In regards to this talk of the Davidic-warrior versus Chris the King, we must now analyze the story of Ender’s Game to see the clues that reveal Ender is symbolic of the modern Davidic-warrior. Let us parallel the people of Israel with the people of the entire world in the novel. To an extent, the people of the world in Ender’s game are defeated; they have been attacked by the dangerous alien race, the buggers, and are struggling to rebuild society. The struggle has even caused a destruction of most religion and a restriction on birth numbers in order to keep the government and economy stable. Some could argue that, to an extent, the loss of religion in the society is harkening back to the subtle loss of faith that the Pharisees show in the Gospels. The Pharisees and Sadducees seem to forget why they have faith in religion, and the people of Earth have also lost the faith. The humans of Earth also hold a deep hope in their hearts for a new commander to save them from the looming threat of the buggers. They seek a messiah to lead them out of despair from the threat of the bugger invaders.

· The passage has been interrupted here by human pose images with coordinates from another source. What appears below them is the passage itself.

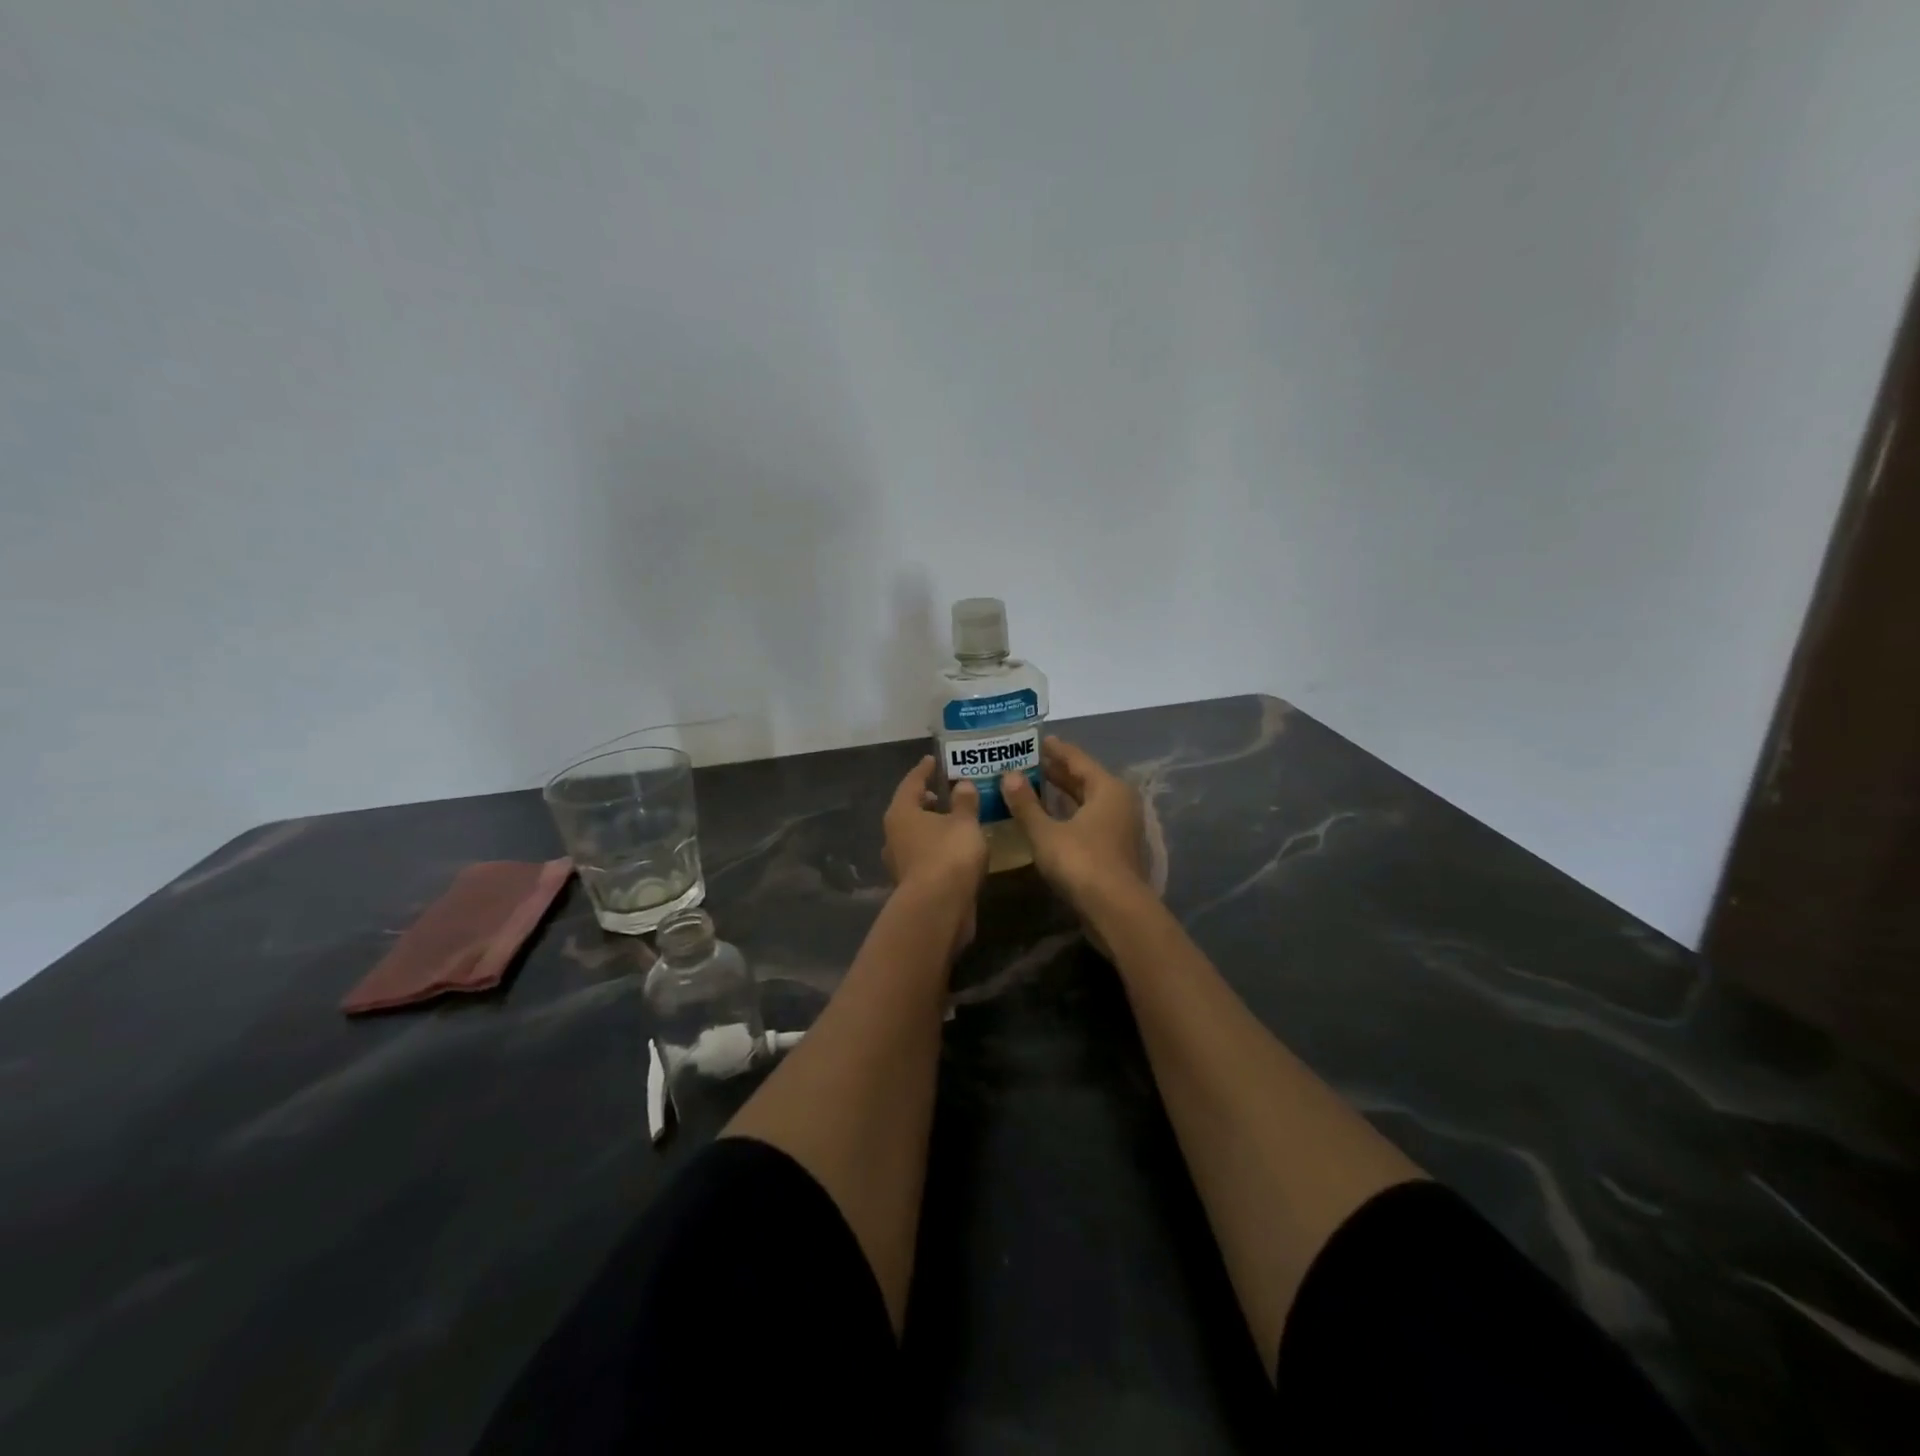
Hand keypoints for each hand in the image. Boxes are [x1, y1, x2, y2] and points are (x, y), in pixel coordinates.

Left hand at [883, 757, 988, 945]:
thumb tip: (962, 784)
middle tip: (944, 792)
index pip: (911, 782)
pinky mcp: (911, 883)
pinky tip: (955, 849)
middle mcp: (893, 835)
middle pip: (909, 810)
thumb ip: (965, 802)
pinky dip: (937, 848)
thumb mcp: (964, 823)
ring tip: (954, 820)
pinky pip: (924, 856)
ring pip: (915, 835)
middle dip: (926, 801)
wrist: (938, 909)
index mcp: (901, 813)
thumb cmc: (948, 855)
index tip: (932, 760)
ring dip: (931, 827)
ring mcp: (900, 861)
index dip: (924, 769)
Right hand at [1001, 737, 1148, 911]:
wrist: (1115, 910)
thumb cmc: (1081, 862)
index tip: (1037, 739)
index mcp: (1107, 788)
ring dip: (1062, 794)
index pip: (1077, 759)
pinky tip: (1048, 817)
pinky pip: (1088, 819)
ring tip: (1034, 785)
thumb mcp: (1046, 832)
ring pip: (1087, 801)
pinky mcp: (1115, 848)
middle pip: (1084, 779)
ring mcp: (1120, 826)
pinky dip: (1068, 813)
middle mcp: (1119, 802)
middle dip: (1057, 771)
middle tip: (1028, 761)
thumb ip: (1026, 804)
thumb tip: (1008, 776)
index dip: (1056, 750)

Colonel Graff, in the book, is the embodiment of the human race’s desire for a Davidic-warrior messiah. Early on, it is clear that he hopes to have Ender save humanity. He seems to recognize Ender as a pseudo-religious figure, and Ender’s parents do likewise:

The badge of pride that Graff speaks of could be Ender’s parents’ steadfast religious conviction. In a world where religion is looked down upon, somehow Ender is still seen as a semi-religious figure for Graff and definitely for his parents.

While Ender is with the other students in Battle School, where the children learn to fight before going on to Command School, he meets many individuals who seem to recognize him as a more than just a leader. Some seem to step outside their restriction from religion in order to acknowledge Ender as the messiah. “On impulse Ender hugged him, tight, almost as if he were Valentine. . . . [Alai] grinned. ‘Go slice up the buggers.’ . . . Alai suddenly kissed Ender on the cheek and whispered in his ear, ‘Salaam.’ Ender guessed that the kiss and the word were somehow forbidden. A suppressed religion, perhaps” (69). The word Salaam comes from the Arabic word meaning peace. The kiss on the cheek and the word peace are evident of an individual honoring a religious figure. In the Catholic tradition, this reference can be linked to the sign of peace during the Eucharistic part of the mass. In the Catechism of the Catholic Church, section 1301 reads, “The sign of peace that concludes the rite of the sacrament signifies and demonstrates ecclesial communion with the bishop and with all the faithful”. At this point in Ender’s journey, some are attempting to make him into the messiah similar to who the Jewish people wanted before Christ—a warrior king who would conquer the nations—and others are recognizing Ender as a loving and caring leader. This is a crucial step in seeing Card’s parallel to Ender, the Davidic-warrior, and the true messiah: Christ.